Mind you, when the Government wants us to have and share information that they believe shows them in a good light they get it out to us fast. Take, for instance, the World Bank Group's Doing Business reports. As soon as the press embargo on the reports' timelines passes, various ministers take to the airwaves, business and public platforms to trumpet that we have moved up in some particular ranking. So, too, any compliments from multilaterals or rating agencies.

The Doing Business 2016 report has adopted a changed methodology, but comparing like with like, our rank has improved on paper, even if it is largely unfelt in everyday business transactions by most Jamaicans.

Ministers and their spokespersons will gloat a bit about Jamaica's ranking being ahead of Trinidad & Tobago's and Barbados', but we won't hear a whisper that economically battered Greece and shattered-by-genocide Rwanda are ahead of Jamaica.

Living conditions survey

The Jamaica Survey of Living Conditions (JSLC) report carries a comprehensive bunch of data about the status of social and economic living conditions in the country.
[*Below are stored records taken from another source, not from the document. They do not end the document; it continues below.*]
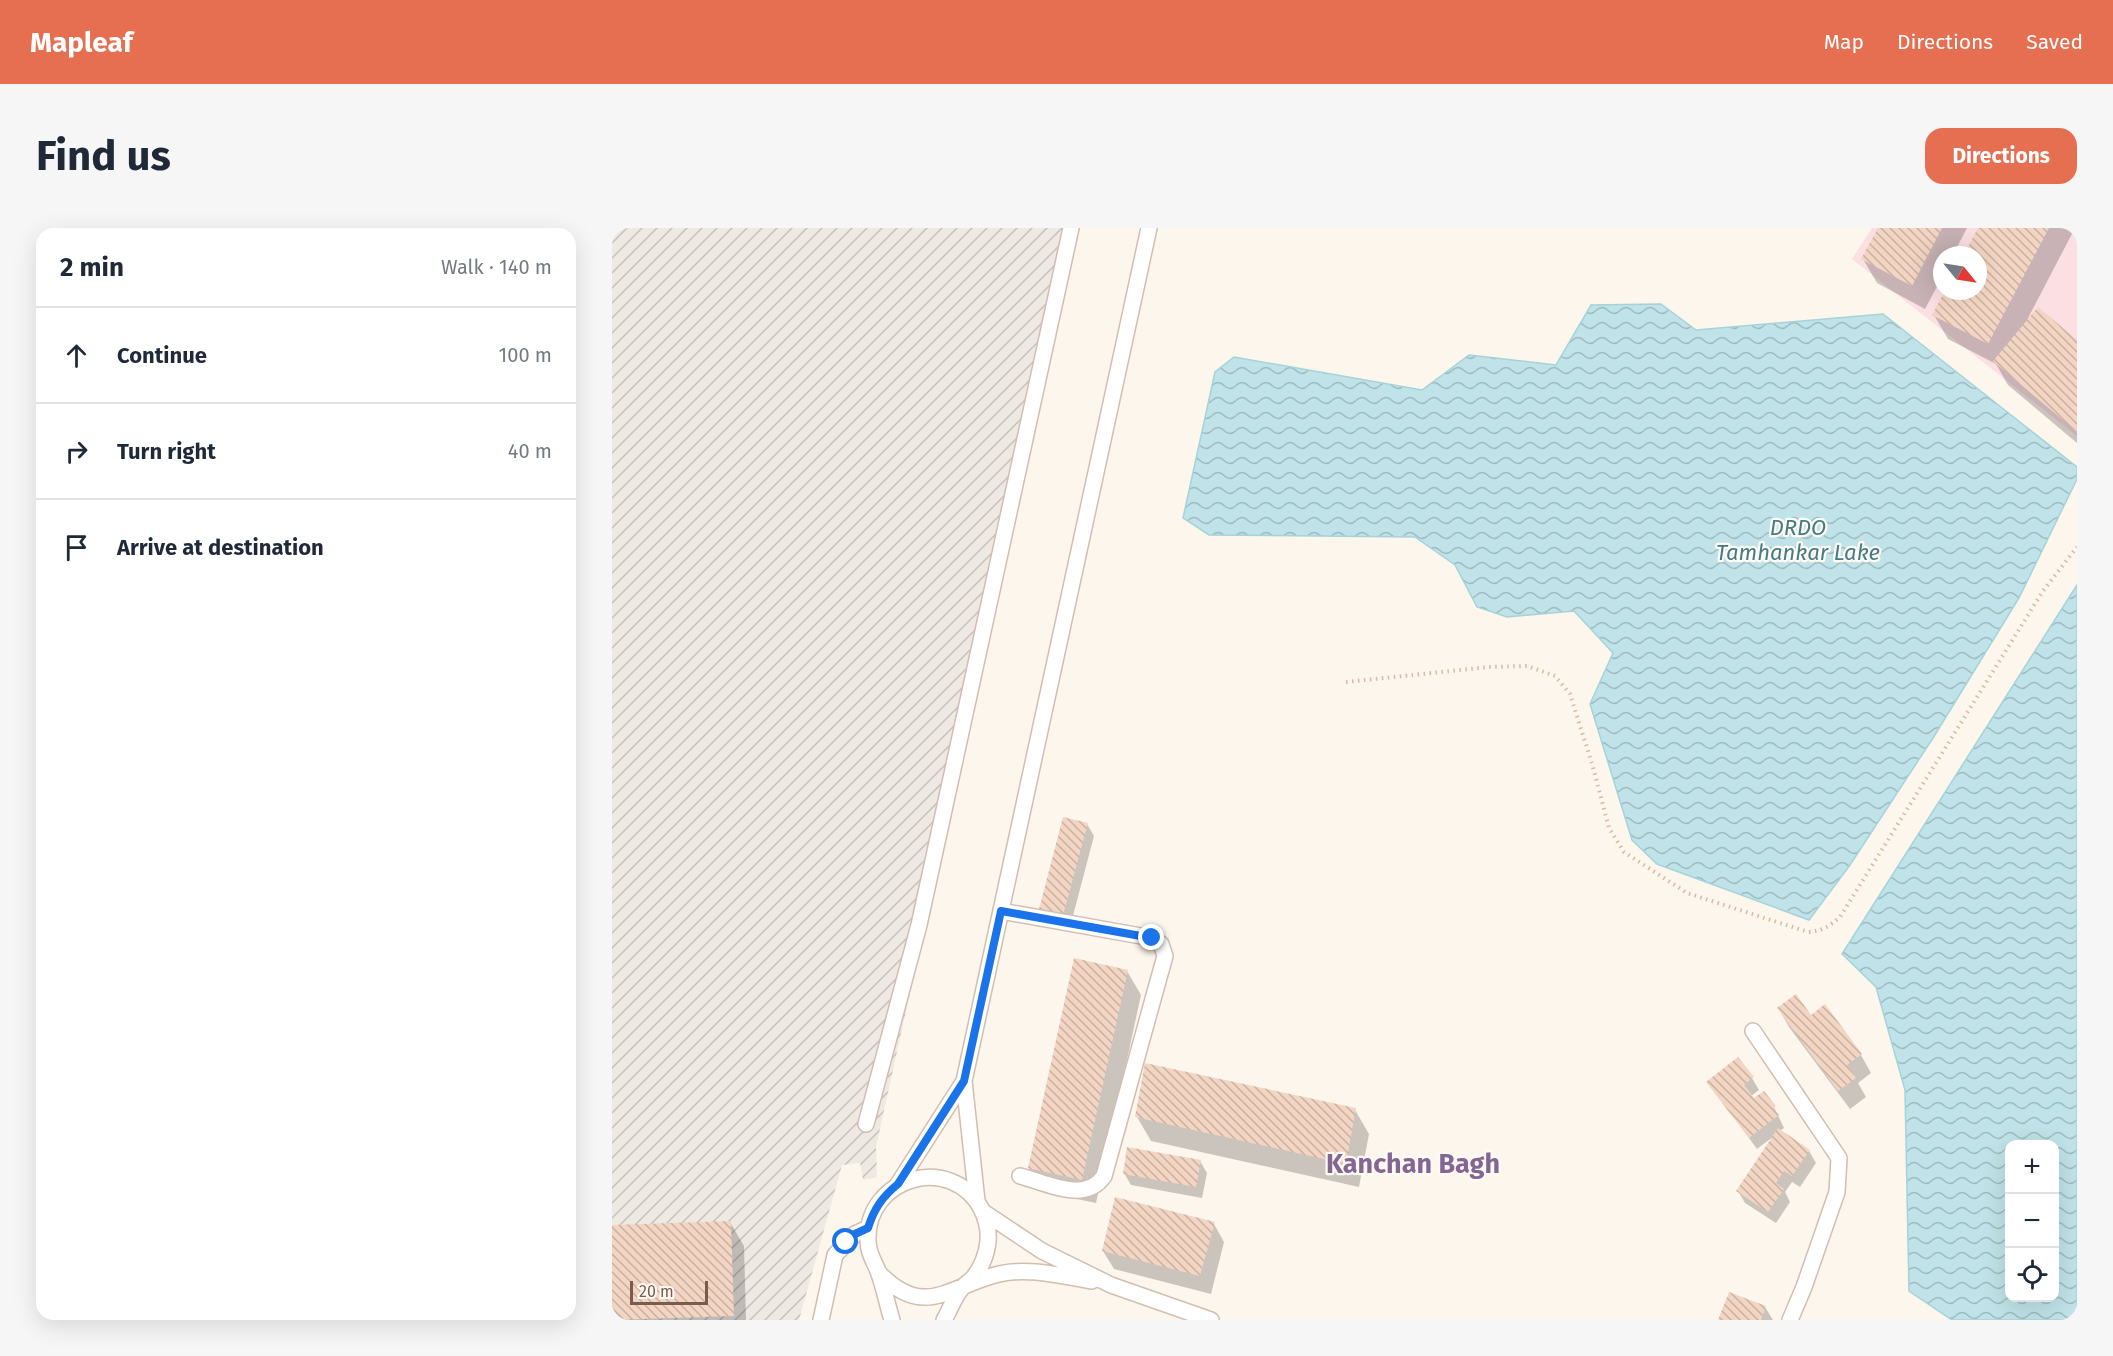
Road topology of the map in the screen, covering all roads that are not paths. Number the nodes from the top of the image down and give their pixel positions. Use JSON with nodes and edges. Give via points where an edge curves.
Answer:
{"nodes":[{"id":1,"x":1071,"y":228,"type":"edge"},
{"id":2,"x":1149,"y":228,"type":"edge"},
{"id":3,"x":1001,"y":911,"type":"junction"},
{"id":4,"x":1754,"y":1031,"type":"dead end"},
{"id":5,"x":964,"y":1081,"type":"junction"},
{"id":6,"x":866,"y":1124,"type":"dead end"},
{"id":7,"x":1020,"y":1176,"type":"dead end"},
{"id":8,"x":898,"y":1184,"type":"junction"},
{"id":9,"x":979,"y":1206,"type":"junction"},
{"id":10,"x":868,"y":1228,"type":"junction"},
{"id":11,"x":878,"y":1272,"type":"junction"},
{"id":12,"x":1111,"y":1285,"type":"junction"},
{"id":13,"x":961,"y":1289,"type":"junction"},
{"id":14,"x":821,"y":1320,"type":"edge"},
{"id":15,"x":892,"y":1320,"type":"edge"},
{"id":16,"x":944,"y":1320,"type":"edge"},
{"id":17,"x":1211,"y":1320,"type":"edge"},
{"id":18,"x":1790,"y":1320,"type":"edge"}],
"edges":[{"from":1,"to":6,"type":"lane","via":[[919,925]]},
{"from":2,"to":3,"type":"lane"},
{"from":3,"to":5,"type":"lane"},
{"from":3,"to":7,"type":"lane","via":[[1152,938],[1161,944],[1165,956],[1104,1176],[1097,1186],[1077,1192]]},
{"from":4,"to":18,"type":"lane","via":[[1839,1158],[1837,1192]]},
{"from":5,"to":8,"type":"lane"},
{"from":5,"to":9,"type":"lane"},
{"from":8,"to":9,"type":"lane","via":[[932,1176],[949,1180],[964,1188]]},
{"from":8,"to":10,"type":"lane","via":[[884,1196]]},
{"from":9,"to":12,"type":"lane","via":[[1042,1251]]},
{"from":9,"to":13,"type":"lane","via":[[986,1220],[988,1240],[984,1261]]},
{"from":10,"to":11,"type":"lane","via":[[869,1251]]},
{"from":10,"to":14,"type":"lane","via":[[855,1234],[835,1256]]},
{"from":11,"to":13,"type":"lane","via":[[905,1293],[922,1298]]},
{"from":11,"to":15,"type":"lane"},
{"from":12,"to":13,"type":"lane","via":[[1034,1271],[999,1274]]},
{"from":12,"to":17,"type":"lane"},
{"from":13,"to":16,"type":"lane"}]}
The Planning Institute of Jamaica (PIOJ) is the publisher of the survey. The problem is that none seemed to have been published with data for any period after 2012. In fact, a visit to the PIOJ's website up to Wednesday of this week led one to see reports from 2006 upwards - and they were not even in good chronological order, with 2007 appearing before 2006.

One hears from reliable sources that a main reason for not publishing subsequent JSLC reports is that the survey data paints a bleak and even disturbing picture of the increasing level and the broadening reach of poverty among Jamaicans.

It is understood that poverty is no longer confined to those usually perceived as poor. It is climbing fairly speedily among the higher social strata that were usually regarded as the middle and even upper classes.

Government policies of rabid taxation which saps cash from the economy generally - and households and individuals, in particular - are ensuring that poverty is marking up significant successes among a rapidly increasing number of Jamaicans.

The Government and an apparently compliant PIOJ sit on the data that shows poverty increasing significantly under the current PNP government. And if JSLC collaborators Statin and PIOJ have not done any surveys since 2012, then that is serious negligence on their part. My call to the PIOJ Executive Director Colin Bullock was not returned.

Undisclosed baby deaths

This government, led by Prime Minister Portia Simpson Miller has a fondness for not disclosing vital but negative information that it thinks will put the PNP administration in a bad light.

There is a terribly obvious disregard for Jamaicans in the way the prime minister disses us with her very protracted silence nearly all the time, but most noticeable in times of crises. She refuses, for almost four years, to meet our local press corps and answer their unsubmitted questions.

The death of 18 babies by bacteria, in what appears to be two quite unsanitary hospitals, remained undisclosed for far too long. The increase to 19 mentioned in Parliament on Tuesday was practically a forced acknowledgment, rather late, and given very reluctantly by the health minister, the now quite hapless Fenton Ferguson.

Ferguson appears to have also lost control of his faculty of speech when he referred to premature dead babies as 'not real babies'. Is the minister oblivious to the storm that threatens to sink Planned Parenthood in the United States over the treatment of unborn foetuses - never mind the preemies born in Jamaica to which he refers so callously?

Still, the gravity of the extremely sad and very unfortunate deaths of so many innocent babies would never have been disclosed and addressed by Ferguson or his subordinates, or Simpson Miller, or possibly anyone else in Government if Nationwide News Network did not break the story about two weeks ago.

As reported by Nationwide, Simpson Miller spent a whopping one minute and fifty-two seconds of her time on the tragedy of the 19, officially reported, dead babies.

Maybe we need Nationwide to pull the poverty numbers and their significance out of the PIOJ and the Government.

 

Aubyn Hill is CEO of Corporate Strategies Ltd and chairman of the Economic Advisory Council of the Leader of the Opposition.